Scorpion stings are only one problem, however. Across the U.S., there is a severe shortage of antivenom against all kinds of venomous animals from spiders to snakes. Currently, hospitals across the country are testing two more drugs from Instituto Bioclon. One is an antivenom to treat black widow spider bites; the other, to treat rattlesnake bites.

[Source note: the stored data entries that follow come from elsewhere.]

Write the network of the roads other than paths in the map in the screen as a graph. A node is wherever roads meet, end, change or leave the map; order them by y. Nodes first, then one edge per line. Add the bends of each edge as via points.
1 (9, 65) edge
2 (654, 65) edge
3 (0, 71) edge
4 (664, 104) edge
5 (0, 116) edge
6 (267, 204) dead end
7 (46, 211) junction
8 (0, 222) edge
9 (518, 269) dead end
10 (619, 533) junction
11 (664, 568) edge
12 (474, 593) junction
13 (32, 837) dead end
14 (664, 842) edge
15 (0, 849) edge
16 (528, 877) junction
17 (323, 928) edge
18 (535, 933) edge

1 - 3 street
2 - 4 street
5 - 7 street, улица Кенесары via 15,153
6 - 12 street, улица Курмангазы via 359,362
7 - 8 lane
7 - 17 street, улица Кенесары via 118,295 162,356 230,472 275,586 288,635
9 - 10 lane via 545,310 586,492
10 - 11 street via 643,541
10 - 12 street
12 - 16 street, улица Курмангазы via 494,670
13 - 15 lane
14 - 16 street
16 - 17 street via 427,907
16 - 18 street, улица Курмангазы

It's not clear to us how the anti-scorpion serum makes it over the border and into the heavily-fortified Failed State. Presumably Instituto Bioclon employs a squadron of blond, blue-eyed couriers with their papers conspicuously in order. We would never wish a deadly scorpion sting on anyone, of course, but it would be funny to watch Sheriff Arpaio trying to decide whether to take the antidote or not.


Crazy Rita said...

I am guessing that you will never be a snowbird wintering in Arizona?

Anonymous said...

Hola Burro. Do you know how much extra cost the FDA certification/bureaucracy added to the price? 3 treatments for UDS10,000.

In Mexico it's like $20 a shot. So avoid the extra cost for the FDA certification and buy it in MX.

"The drug, marketed by Rare Disease Therapeutics of Nashville, Tenn., isn't cheap. The wholesale price per vial of Anascorp will be $3,500, the company tells Shots. And the recommended dose is three vials per patient, so treatment will typically cost more than $10,000."